• [What to work on]: Return the entries that follow exactly, with no images.

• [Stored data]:

Content starts

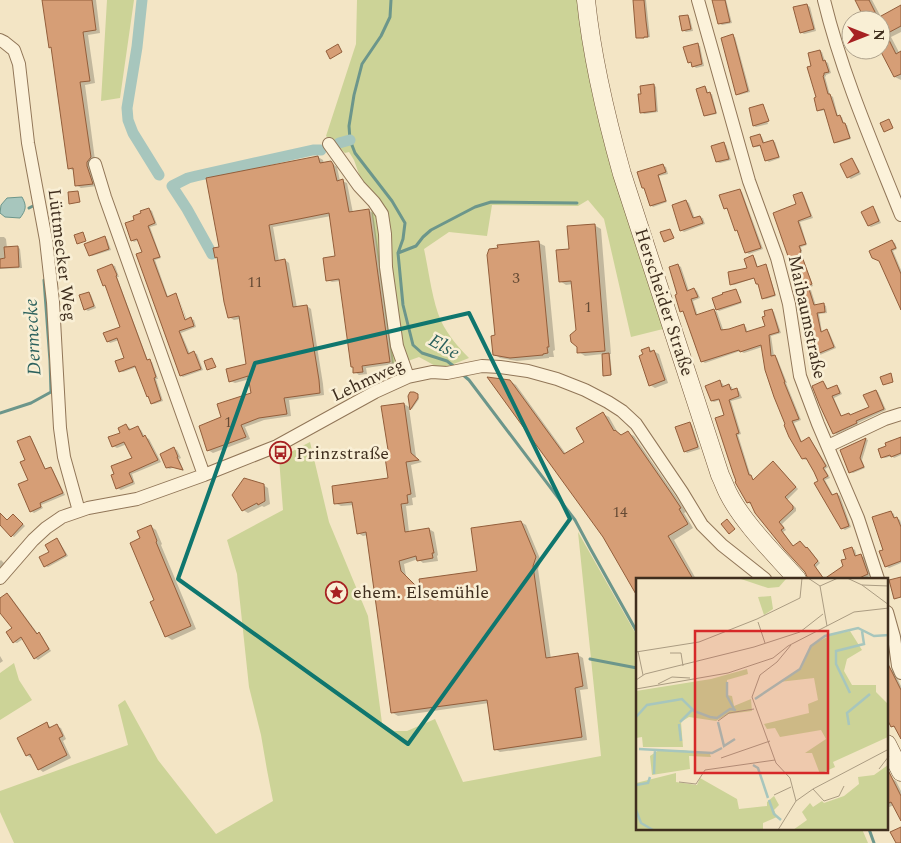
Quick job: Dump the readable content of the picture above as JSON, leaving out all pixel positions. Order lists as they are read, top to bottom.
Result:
{
  "streets": {
    "main road": ["Herscheider Straße"],
    "street": ["Lüttmecker Weg", "Maibaumstraße", "Lehmweg"]
  },
  "crossings": [
    ["Lüttmecker Weg", "Lehmweg"]
  ],
  "water": ["Dermecke", "Else"],
  "places": {
    "bus stop": ["Prinzstraße"],
    "place": ["ehem. Elsemühle"]
  },
  "house_numbers": [
    "3",
    "11",
    "1",
    "1",
    "14"
  ],
  "north": "right"
}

Content ends

• [Answer section]:
Quick job: Dump the readable content of the picture above as JSON, leaving out all pixel positions. Order lists as they are read, top to bottom.
Result:
{
  "streets": {
    "main road": ["Herscheider Straße"],
    "street": ["Lüttmecker Weg", "Maibaumstraße", "Lehmweg"]
  },
  "crossings": [
    ["Lüttmecker Weg", "Lehmweg"]
  ],
  "water": ["Dermecke", "Else"],
  "places": {
    "bus stop": ["Prinzstraße"],
    "place": ["ehem. Elsemühle"]
  },
  "house_numbers": [
    "3",
    "11",
    "1",
    "1",
    "14"
  ],
  "north": "right"
}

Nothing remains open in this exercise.